[[ INFORMATION SUPPLIED, beginning ]]
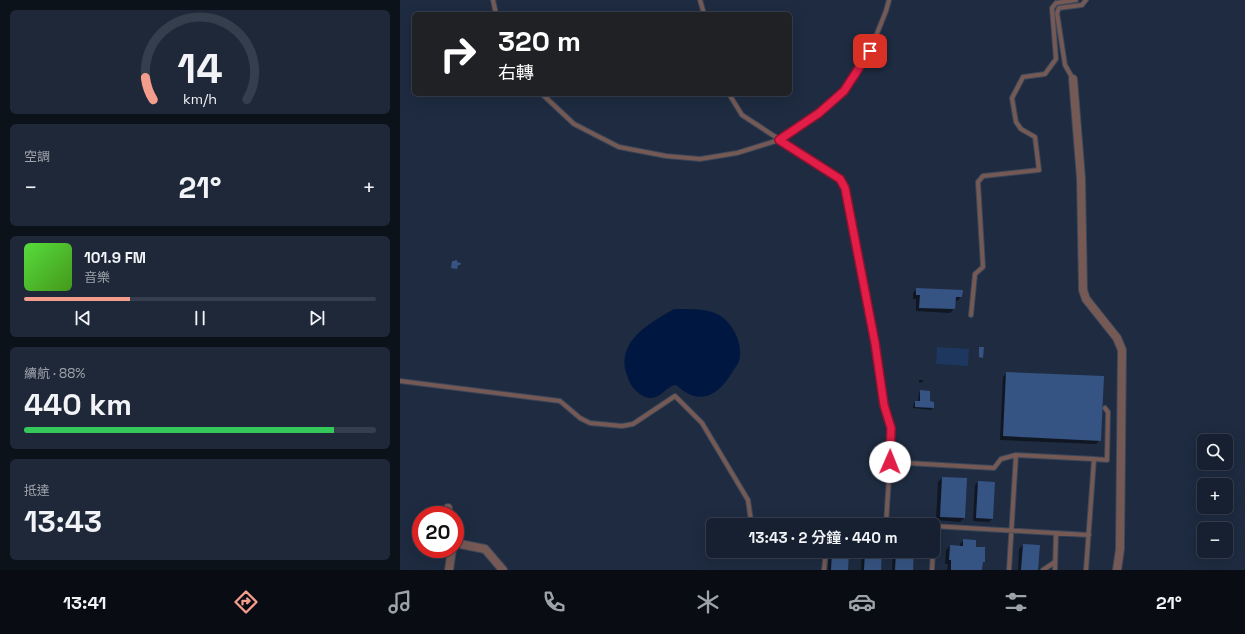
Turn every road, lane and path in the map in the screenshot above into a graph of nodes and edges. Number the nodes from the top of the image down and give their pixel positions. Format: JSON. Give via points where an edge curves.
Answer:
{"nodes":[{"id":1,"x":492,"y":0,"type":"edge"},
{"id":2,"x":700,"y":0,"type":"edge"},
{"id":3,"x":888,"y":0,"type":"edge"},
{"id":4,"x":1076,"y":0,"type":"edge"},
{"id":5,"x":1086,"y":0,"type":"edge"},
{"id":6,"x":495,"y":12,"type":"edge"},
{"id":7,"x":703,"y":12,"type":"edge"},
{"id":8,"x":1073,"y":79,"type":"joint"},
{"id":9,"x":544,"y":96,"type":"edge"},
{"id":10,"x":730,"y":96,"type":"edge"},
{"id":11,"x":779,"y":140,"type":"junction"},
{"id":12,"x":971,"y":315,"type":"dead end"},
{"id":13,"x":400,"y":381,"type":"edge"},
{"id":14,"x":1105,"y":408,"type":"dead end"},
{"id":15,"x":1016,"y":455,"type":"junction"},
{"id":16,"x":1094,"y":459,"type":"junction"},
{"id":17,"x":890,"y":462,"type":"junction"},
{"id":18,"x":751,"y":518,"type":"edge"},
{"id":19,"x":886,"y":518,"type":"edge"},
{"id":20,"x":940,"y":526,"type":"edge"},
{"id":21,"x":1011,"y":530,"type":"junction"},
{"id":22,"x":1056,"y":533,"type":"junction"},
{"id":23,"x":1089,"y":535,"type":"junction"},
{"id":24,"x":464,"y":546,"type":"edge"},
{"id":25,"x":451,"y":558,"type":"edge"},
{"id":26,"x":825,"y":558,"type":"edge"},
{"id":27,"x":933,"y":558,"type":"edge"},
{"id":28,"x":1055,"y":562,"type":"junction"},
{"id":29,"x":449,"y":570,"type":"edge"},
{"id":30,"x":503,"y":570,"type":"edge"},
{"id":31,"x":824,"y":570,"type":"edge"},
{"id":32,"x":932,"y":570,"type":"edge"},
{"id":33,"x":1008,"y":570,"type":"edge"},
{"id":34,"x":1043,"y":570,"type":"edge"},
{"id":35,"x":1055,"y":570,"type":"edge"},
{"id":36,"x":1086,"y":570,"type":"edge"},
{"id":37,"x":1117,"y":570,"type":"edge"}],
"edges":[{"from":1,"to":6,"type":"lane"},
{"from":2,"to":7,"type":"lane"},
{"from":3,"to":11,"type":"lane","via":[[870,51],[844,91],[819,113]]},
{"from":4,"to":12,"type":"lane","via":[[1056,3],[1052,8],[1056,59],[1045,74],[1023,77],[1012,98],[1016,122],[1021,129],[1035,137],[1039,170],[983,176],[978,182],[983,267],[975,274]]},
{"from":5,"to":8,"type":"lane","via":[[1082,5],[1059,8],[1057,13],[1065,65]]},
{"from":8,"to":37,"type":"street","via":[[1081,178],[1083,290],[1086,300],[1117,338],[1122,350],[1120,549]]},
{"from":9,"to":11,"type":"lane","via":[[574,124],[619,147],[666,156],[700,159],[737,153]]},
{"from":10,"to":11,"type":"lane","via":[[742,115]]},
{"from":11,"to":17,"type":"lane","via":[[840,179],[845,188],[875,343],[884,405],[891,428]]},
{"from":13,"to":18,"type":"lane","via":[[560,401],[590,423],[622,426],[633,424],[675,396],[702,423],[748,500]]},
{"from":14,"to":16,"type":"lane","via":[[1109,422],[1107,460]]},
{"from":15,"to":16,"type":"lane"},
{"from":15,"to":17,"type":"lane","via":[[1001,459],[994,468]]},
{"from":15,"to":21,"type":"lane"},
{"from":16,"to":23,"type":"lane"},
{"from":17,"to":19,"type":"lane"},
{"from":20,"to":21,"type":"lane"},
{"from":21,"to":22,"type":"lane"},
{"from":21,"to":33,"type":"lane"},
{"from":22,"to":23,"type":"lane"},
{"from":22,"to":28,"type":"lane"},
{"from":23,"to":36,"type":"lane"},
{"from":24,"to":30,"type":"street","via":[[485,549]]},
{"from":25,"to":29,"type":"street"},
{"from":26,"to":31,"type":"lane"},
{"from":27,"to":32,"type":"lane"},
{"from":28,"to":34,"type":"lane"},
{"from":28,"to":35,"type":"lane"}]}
[[ INFORMATION SUPPLIED, end ]]
• **EXERCISE PROMPT**:
The entries above should be written out in full, and any picture in them left out.

• **THE COMPLETED TASK**:
Turn every road, lane and path in the map in the screenshot above into a graph of nodes and edges. Number the nodes from the top of the image down and give their pixel positions. Format: JSON. Give via points where an edge curves.
Answer:
{"nodes":[{"id":1,"x":492,"y":0,"type":"edge"},
{"id":2,"x":700,"y":0,"type":"edge"},
{"id":3,"x":888,"y":0,"type":"edge"},
{"id":4,"x":1076,"y":0,"type":"edge"},
{"id":5,"x":1086,"y":0,"type":"edge"},
{"id":6,"x":495,"y":12,"type":"edge"},
{"id":7,"x":703,"y":12,"type":"edge"},
{"id":8,"x":1073,"y":79,"type":"joint"},
{"id":9,"x":544,"y":96,"type":"edge"},
{"id":10,"x":730,"y":96,"type":"edge"},
{"id":11,"x":779,"y":140,"type":"junction"},
{"id":12,"x":971,"y":315,"type":"dead end"},
{"id":13,"x":400,"y":381,"type":"edge"},
{"id":14,"x":1105,"y":408,"type":"dead end"},
{"id":15,"x":1016,"y":455,"type":"junction"},
{"id":16,"x":1094,"y":459,"type":"junction"},
{"id":17,"x":890,"y":462,"type":"junction"},
{"id":18,"x":751,"y":518,"type":"edge"},
{"id":19,"x":886,"y":518,"type":"edge"},
{"id":20,"x":940,"y":526,"type":"edge"},
{"id":21,"x":1011,"y":530,"type":"junction"},
{"id":22,"x":1056,"y":533,"type":"junction"},
{"id":23,"x":1089,"y":535,"type":"junction"},
{"id":24,"x":464,"y":546,"type":"edge"},
{"id":25,"x":451,"y":558,"type":"edge"},
{"id":26,"x":825,"y":558,"type":"edge"},
{"id":27,"x":933,"y":558,"type":"edge"},
{"id":28,"x":1055,"y":562,"type":"junction"},
{"id":29,"x":449,"y":570,"type":"edge"},
{"id":30,"x":503,"y":570,"type":"edge"},
{"id":31,"x":824,"y":570,"type":"edge"},
{"id":32,"x":932,"y":570,"type":"edge"},
{"id":33,"x":1008,"y":570,"type":"edge"},
{"id":34,"x":1043,"y":570,"type":"edge"},
{"id":35,"x":1055,"y":570,"type":"edge"},
{"id":36,"x":1086,"y":570,"type":"edge"},
{"id":37,"x":1117,"y":570,"type":"edge"}],
"edges":[{"from":1,"to":6,"type":"lane"},
{"from":2,"to":7,"type":"lane"},
{"from":3,"to":11,"type":"lane","via":[[870,51],[844,91],[819,113]]},
{"from":4,"to":12,"type":"lane","via":[[1056,3],[1052,8],[1056,59],[1045,74],[1023,77],[1012,98],[1016,122],[1021,129],[1035,137],[1039,170],[983,176],[978,182],[983,267],[975,274]]},
{"from":5,"to":8,"type":"lane","via":[[1082,5],[1059,8],[1057,13],[1065,65]]},
{"from":8,"to":37,"type":"street","via":[[1081,178],[1083,290],[1086,300],[1117,338],[1122,350],[1120,549]]},
{"from":9,"to":11,"type":"lane","via":[[574,124],[619,147],[666,156],[700,159],[737,153]]},
{"from":10,"to":11,"type":"lane","via":[[742,115]]},
{"from":11,"to":17,"type":"lane","via":[[840,179],[845,188],[875,343],[884,405],[891,428]]},
{"from":13,"to":18,"type":"lane","via":[[560,401],[590,423],[622,426],[633,424],[675,396],[702,423],[748,500]]},
{"from":14,"to":16,"type":"lane","via":[[1109,422],[1107,460]]},
{"from":15,"to":16,"type":"lane"},
{"from":15,"to":17,"type":"lane","via":[[1001,459],[994,468]]},
{"from":15,"to":21,"type":"lane"},
{"from":16,"to":23,"type":"lane"},
{"from":17,"to":19,"type":"lane"},
{"from":20,"to":21,"type":"lane"},
{"from":21,"to":22,"type":"lane"},
{"from":21,"to":33,"type":"lane"},
{"from":22,"to":23,"type":"lane"},
{"from":22,"to":28,"type":"lane"},
{"from":23,"to":36,"type":"lane"},
{"from":24,"to":30,"type":"street","via":[[485,549]]},
{"from":25,"to":29,"type":"street"},
{"from":26,"to":31,"type":"lane"},
{"from":27,"to":32,"type":"lane"},
{"from":28,"to":34,"type":"lane"},
{"from":28,"to":35,"type":"lane"}]}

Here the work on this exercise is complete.